Content starts
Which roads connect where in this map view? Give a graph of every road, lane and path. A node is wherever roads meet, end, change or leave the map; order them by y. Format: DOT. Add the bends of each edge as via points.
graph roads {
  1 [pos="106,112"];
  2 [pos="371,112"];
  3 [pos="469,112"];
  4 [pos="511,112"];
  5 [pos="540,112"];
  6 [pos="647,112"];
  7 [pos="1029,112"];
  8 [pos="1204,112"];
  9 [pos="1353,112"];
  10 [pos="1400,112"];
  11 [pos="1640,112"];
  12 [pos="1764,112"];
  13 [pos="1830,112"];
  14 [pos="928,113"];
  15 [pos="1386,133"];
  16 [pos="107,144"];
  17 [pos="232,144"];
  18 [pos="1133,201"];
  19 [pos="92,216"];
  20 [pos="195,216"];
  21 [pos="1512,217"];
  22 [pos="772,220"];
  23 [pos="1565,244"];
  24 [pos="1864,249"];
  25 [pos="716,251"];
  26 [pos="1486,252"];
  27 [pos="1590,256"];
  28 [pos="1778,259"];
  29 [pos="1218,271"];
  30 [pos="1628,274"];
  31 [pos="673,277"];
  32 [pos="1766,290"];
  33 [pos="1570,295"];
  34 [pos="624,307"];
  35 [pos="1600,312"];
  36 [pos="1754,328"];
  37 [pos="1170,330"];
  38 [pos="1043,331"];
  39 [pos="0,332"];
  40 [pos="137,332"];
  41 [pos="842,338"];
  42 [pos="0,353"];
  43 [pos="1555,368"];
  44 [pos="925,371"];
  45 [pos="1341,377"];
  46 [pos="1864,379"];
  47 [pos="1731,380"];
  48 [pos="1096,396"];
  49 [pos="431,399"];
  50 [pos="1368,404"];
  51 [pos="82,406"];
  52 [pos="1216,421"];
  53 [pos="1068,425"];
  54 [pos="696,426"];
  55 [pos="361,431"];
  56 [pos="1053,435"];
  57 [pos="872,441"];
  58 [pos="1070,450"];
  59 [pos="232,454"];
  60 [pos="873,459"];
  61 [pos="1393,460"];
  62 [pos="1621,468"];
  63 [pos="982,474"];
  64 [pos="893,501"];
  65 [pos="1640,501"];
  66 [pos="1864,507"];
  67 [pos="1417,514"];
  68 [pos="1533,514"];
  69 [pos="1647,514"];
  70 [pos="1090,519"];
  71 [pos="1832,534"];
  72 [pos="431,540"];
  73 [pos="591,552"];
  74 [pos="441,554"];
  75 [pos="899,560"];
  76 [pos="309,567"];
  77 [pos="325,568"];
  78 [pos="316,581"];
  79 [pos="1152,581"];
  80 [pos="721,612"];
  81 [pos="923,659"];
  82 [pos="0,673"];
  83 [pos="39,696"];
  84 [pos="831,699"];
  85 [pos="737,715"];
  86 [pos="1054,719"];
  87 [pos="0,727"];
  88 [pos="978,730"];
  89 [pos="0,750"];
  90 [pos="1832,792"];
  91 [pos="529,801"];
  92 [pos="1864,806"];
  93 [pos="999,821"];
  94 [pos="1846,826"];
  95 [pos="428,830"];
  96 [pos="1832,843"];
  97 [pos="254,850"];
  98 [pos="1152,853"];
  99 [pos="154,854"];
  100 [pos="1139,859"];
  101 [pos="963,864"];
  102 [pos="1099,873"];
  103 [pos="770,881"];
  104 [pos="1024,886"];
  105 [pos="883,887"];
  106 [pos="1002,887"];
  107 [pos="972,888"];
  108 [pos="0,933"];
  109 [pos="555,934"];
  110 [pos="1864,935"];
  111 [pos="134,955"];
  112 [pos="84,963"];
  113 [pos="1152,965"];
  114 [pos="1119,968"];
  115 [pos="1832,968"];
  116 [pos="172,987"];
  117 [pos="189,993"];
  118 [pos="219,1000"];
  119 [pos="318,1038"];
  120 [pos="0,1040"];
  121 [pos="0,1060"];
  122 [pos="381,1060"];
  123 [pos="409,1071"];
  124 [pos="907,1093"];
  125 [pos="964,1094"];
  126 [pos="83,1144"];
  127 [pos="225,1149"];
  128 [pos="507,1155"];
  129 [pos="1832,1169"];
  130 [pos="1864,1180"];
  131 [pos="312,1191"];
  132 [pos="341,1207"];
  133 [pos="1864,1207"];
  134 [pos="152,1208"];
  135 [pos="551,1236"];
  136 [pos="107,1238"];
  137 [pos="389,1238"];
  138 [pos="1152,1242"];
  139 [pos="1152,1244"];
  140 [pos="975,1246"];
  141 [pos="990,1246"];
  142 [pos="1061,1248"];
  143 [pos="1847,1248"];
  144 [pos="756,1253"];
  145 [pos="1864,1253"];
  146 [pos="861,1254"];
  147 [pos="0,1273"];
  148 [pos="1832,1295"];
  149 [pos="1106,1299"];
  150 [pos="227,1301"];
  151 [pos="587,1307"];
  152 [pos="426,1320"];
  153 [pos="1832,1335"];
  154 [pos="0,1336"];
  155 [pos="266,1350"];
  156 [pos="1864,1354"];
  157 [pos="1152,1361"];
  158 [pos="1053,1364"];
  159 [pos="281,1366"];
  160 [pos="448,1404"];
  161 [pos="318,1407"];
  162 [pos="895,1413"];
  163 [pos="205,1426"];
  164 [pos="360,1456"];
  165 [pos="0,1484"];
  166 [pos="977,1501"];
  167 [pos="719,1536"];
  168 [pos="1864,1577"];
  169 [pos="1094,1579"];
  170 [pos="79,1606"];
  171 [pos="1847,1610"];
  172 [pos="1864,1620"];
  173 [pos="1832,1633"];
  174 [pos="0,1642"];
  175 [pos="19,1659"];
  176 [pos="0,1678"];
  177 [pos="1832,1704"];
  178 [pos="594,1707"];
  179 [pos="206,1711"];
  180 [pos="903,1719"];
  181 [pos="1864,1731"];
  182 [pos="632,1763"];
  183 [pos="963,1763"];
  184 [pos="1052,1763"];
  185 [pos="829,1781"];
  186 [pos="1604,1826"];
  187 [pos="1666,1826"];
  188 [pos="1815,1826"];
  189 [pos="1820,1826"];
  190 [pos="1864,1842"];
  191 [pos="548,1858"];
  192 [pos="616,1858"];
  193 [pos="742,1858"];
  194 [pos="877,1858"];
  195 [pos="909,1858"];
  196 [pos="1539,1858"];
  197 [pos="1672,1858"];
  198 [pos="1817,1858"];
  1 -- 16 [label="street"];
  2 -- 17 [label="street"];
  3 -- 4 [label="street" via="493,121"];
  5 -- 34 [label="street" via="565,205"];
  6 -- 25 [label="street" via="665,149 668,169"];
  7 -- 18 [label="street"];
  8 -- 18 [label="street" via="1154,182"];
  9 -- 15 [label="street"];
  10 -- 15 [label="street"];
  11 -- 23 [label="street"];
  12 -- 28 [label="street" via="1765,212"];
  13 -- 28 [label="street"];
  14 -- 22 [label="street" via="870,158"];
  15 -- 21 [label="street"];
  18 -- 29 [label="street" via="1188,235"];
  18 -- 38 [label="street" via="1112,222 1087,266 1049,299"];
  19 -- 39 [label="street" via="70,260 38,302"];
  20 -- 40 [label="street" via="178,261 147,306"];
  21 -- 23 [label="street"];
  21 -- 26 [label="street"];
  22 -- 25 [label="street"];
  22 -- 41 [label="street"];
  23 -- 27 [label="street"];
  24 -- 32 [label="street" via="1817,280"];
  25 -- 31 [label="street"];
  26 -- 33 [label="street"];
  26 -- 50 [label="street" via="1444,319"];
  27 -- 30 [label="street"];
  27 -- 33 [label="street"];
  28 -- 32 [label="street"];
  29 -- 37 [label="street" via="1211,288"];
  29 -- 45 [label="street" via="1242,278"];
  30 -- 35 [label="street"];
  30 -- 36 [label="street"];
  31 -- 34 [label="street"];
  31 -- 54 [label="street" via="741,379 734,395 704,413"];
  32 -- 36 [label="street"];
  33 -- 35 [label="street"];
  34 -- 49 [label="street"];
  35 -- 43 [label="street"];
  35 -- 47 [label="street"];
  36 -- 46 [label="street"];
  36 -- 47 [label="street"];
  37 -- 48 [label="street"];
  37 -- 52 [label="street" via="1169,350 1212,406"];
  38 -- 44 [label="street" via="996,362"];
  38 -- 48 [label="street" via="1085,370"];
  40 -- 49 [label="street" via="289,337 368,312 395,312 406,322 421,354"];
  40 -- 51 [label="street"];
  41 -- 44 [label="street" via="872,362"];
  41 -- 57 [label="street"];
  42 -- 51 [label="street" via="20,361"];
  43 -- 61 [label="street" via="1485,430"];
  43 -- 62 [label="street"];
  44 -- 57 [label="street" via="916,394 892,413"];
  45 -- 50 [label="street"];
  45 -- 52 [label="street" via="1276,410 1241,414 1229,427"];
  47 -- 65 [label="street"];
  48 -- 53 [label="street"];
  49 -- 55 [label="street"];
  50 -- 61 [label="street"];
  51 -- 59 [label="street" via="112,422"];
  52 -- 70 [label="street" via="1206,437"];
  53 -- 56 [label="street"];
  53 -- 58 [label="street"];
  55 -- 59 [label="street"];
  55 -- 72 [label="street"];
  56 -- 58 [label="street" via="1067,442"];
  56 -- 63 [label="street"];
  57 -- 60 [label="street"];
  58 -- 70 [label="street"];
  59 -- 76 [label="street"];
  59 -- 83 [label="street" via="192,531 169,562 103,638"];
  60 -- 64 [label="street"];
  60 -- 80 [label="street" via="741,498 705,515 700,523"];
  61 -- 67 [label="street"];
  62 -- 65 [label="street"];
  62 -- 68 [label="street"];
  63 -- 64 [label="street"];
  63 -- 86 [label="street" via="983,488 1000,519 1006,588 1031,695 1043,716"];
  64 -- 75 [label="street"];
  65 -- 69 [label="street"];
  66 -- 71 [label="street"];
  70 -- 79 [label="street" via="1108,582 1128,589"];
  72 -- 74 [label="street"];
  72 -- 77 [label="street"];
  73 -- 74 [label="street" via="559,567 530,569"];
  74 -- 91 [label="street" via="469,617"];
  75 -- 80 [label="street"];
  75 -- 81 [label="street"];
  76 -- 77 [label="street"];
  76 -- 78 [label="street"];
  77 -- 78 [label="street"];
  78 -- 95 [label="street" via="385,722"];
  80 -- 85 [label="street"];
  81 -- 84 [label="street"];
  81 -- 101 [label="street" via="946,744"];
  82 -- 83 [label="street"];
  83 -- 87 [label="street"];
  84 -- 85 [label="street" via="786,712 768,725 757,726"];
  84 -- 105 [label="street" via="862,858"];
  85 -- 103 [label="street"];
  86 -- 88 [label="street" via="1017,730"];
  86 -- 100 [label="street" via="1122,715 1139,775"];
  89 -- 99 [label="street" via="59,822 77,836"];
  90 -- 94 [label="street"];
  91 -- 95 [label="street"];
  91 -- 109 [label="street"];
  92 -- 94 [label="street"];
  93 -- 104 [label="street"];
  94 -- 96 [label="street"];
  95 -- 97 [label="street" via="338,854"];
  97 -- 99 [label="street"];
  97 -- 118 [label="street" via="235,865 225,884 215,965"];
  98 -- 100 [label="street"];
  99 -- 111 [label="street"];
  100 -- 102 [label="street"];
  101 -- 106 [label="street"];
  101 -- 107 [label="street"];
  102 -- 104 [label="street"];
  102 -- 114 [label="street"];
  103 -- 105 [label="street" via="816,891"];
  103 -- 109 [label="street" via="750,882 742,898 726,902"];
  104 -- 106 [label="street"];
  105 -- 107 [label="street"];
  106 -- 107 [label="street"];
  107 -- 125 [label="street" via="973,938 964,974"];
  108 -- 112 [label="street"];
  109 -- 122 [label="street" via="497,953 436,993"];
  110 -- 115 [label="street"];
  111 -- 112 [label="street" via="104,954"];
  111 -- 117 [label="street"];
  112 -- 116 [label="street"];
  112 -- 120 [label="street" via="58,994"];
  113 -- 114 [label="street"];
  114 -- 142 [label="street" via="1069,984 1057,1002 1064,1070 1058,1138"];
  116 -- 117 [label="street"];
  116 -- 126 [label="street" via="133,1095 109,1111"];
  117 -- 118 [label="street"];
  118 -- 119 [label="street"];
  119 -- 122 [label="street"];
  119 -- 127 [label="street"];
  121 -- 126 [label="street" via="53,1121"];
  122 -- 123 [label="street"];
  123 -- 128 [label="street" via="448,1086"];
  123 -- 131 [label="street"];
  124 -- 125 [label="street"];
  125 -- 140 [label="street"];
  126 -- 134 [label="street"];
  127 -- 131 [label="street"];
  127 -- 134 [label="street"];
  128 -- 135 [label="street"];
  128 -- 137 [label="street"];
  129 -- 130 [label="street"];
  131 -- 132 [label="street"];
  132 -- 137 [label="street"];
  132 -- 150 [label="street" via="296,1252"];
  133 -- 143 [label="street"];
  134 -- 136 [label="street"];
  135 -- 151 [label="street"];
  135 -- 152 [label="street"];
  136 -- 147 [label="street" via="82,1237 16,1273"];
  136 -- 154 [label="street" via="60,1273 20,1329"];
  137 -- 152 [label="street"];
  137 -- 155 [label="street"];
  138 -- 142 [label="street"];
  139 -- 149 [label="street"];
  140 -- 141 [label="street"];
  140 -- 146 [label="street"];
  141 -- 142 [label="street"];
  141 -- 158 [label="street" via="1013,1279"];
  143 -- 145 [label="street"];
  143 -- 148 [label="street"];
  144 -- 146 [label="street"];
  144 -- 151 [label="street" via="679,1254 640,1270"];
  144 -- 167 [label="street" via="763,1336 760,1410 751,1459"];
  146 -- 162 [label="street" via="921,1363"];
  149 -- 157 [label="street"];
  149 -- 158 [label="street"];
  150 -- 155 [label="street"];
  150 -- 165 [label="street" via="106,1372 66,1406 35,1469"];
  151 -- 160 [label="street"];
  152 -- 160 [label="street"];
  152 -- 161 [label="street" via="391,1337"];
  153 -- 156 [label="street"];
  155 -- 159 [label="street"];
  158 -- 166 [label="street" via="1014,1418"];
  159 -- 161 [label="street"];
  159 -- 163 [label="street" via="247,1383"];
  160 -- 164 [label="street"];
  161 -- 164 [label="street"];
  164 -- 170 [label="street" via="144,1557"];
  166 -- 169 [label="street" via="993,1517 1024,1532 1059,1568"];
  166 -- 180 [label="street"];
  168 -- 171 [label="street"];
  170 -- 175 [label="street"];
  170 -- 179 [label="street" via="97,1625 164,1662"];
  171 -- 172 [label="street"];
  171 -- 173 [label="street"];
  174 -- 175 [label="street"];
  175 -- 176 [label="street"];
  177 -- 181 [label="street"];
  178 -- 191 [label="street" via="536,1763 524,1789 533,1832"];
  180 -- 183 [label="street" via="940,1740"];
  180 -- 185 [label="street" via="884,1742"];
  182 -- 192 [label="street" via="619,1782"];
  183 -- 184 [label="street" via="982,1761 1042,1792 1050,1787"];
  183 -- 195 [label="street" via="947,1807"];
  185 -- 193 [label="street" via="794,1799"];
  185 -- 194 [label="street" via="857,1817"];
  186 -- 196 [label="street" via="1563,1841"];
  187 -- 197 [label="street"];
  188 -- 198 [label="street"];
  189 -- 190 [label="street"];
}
Content ends
**Task details**
Show every line in the listing above that carries the word "roads".

**Response area**
Which roads connect where in this map view? Give a graph of every road, lane and path. A node is wherever roads meet, end, change or leave the map; order them by y. Format: DOT. Add the bends of each edge as via points.
graph roads {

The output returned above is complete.